## Required action
Take from the material every line containing the string "graph" and copy it.

*** Material for this task ***

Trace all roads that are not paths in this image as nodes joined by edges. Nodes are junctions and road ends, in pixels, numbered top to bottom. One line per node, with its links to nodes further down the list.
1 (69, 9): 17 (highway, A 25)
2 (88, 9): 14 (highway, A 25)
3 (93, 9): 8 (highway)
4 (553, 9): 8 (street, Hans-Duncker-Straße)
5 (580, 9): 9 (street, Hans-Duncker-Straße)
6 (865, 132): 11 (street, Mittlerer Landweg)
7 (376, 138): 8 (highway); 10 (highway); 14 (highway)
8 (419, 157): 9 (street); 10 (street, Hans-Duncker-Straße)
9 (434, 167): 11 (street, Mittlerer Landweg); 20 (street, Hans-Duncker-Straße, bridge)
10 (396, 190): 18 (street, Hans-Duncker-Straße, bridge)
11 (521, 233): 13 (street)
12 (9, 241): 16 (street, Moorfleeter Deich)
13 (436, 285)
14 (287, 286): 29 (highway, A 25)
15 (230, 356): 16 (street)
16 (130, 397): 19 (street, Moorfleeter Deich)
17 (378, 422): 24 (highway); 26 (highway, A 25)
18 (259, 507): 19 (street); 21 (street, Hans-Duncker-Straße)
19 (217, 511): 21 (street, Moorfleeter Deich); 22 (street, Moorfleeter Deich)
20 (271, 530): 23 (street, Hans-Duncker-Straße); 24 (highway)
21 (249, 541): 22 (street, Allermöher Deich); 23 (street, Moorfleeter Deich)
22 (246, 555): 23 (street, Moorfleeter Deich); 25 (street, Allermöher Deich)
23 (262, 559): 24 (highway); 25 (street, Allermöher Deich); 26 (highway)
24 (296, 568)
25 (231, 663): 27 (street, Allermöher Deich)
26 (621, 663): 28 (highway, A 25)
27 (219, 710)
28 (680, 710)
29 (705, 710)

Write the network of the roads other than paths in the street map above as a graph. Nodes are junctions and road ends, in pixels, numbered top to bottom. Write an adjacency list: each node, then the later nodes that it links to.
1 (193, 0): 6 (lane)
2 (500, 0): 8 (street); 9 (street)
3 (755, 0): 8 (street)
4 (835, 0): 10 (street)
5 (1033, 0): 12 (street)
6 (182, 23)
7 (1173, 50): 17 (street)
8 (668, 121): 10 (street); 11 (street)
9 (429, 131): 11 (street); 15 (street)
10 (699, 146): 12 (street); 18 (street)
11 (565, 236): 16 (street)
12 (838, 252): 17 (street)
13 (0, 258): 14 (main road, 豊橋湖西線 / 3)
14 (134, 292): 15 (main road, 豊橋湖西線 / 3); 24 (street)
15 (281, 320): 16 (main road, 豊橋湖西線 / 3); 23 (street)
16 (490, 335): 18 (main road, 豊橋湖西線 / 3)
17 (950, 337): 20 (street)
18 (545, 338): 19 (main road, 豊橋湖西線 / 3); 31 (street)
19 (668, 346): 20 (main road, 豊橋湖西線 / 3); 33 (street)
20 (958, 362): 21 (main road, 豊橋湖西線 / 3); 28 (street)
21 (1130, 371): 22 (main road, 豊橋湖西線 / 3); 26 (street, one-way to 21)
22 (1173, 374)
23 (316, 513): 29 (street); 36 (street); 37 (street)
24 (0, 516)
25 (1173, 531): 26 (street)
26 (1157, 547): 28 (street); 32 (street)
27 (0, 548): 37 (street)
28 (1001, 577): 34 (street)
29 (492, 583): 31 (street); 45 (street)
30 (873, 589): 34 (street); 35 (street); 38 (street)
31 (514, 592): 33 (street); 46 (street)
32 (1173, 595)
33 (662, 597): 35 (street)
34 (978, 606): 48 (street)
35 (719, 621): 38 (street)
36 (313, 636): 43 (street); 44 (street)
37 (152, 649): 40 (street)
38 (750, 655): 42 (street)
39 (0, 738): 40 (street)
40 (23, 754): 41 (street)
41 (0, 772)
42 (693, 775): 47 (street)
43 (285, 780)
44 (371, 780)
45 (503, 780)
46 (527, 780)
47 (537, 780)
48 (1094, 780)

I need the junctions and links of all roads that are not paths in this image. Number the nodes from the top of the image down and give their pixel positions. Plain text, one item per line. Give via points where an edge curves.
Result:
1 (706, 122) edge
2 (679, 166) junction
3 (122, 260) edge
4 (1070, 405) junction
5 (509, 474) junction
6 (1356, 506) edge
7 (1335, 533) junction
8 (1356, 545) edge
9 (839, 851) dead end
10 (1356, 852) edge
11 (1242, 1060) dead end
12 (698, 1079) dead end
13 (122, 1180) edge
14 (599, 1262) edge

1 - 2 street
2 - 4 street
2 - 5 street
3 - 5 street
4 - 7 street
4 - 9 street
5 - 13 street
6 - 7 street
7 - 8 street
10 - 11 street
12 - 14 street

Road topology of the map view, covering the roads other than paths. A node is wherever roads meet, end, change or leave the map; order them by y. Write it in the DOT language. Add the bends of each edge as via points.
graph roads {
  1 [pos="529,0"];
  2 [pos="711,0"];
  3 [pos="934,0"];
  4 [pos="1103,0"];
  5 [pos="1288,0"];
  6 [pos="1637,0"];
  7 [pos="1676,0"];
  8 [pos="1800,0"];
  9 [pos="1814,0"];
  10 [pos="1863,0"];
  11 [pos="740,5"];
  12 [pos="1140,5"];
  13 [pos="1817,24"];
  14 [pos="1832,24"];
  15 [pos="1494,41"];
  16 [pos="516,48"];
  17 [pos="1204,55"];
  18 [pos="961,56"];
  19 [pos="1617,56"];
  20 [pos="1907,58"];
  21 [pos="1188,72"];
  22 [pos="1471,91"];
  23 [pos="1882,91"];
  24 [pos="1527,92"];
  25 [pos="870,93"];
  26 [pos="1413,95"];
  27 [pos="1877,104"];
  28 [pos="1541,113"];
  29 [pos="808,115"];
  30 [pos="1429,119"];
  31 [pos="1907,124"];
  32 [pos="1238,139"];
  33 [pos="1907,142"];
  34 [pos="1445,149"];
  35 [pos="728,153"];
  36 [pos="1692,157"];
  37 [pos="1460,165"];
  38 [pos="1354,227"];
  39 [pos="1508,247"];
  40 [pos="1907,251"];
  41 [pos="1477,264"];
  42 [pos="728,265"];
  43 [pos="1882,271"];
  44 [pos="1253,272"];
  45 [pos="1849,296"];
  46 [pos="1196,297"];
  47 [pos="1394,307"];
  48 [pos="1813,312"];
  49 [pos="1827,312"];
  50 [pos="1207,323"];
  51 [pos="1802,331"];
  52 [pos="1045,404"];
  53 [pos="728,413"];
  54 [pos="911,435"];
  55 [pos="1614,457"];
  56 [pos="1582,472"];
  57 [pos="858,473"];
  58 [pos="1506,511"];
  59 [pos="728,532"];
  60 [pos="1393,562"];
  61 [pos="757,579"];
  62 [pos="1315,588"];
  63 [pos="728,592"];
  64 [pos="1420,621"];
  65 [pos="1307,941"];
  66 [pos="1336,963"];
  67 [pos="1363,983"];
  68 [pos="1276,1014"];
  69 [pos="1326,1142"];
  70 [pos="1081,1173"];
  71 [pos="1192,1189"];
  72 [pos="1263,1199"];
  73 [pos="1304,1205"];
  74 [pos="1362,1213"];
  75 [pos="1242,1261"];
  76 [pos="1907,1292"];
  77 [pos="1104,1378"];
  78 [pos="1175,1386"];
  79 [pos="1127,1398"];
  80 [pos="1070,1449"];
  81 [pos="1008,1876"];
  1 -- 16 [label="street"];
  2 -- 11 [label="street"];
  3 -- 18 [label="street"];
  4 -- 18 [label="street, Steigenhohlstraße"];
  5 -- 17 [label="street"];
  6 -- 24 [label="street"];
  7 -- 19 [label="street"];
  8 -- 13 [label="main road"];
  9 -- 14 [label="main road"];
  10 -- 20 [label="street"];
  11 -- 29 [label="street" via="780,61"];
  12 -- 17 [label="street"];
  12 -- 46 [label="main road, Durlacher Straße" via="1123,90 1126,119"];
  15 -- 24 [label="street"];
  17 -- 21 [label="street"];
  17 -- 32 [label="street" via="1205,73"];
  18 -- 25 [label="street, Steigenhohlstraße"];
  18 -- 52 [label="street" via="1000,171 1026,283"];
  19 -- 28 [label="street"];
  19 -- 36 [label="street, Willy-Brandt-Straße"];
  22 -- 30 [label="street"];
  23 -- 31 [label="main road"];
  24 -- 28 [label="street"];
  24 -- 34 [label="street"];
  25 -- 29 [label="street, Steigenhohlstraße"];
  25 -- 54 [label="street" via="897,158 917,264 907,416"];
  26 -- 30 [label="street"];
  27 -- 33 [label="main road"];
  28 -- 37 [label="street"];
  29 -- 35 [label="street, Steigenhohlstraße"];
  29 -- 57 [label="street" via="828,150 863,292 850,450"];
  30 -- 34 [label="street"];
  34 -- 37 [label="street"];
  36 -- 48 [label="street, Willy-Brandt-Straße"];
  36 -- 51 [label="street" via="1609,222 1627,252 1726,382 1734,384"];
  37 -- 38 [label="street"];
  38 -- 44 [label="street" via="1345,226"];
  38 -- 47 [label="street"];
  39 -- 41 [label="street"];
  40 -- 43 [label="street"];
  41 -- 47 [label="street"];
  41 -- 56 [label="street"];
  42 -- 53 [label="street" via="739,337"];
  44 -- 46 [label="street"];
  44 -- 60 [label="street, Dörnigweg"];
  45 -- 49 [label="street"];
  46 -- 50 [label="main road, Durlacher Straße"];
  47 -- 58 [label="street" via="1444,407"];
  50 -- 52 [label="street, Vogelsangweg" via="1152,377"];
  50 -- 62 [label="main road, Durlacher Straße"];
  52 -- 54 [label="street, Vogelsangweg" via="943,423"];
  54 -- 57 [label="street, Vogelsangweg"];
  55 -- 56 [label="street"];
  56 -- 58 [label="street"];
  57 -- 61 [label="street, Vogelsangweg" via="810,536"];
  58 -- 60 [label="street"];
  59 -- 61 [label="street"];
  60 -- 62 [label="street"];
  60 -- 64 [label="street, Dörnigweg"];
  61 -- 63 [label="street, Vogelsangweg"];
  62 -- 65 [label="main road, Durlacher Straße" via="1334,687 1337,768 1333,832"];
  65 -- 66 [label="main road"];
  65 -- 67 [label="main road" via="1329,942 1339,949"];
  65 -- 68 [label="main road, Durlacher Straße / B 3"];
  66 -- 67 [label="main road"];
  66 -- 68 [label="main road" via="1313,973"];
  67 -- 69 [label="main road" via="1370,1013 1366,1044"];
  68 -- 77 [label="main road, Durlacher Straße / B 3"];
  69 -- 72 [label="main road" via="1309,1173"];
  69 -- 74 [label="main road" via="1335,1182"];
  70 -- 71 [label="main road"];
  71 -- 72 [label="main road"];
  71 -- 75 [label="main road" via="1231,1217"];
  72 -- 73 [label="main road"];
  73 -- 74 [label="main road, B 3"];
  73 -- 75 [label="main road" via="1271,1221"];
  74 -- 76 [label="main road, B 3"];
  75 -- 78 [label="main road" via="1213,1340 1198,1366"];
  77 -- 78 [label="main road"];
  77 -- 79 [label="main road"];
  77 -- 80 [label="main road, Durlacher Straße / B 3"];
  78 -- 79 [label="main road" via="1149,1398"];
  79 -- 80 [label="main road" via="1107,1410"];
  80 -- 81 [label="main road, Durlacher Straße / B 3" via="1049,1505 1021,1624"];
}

*** End of Material for this task ***

## Written solution
Write the network of the roads other than paths in the street map above as a graph. Nodes are junctions and road ends, in pixels, numbered top to bottom. Write an adjacency list: each node, then the later nodes that it links to.
graph roads {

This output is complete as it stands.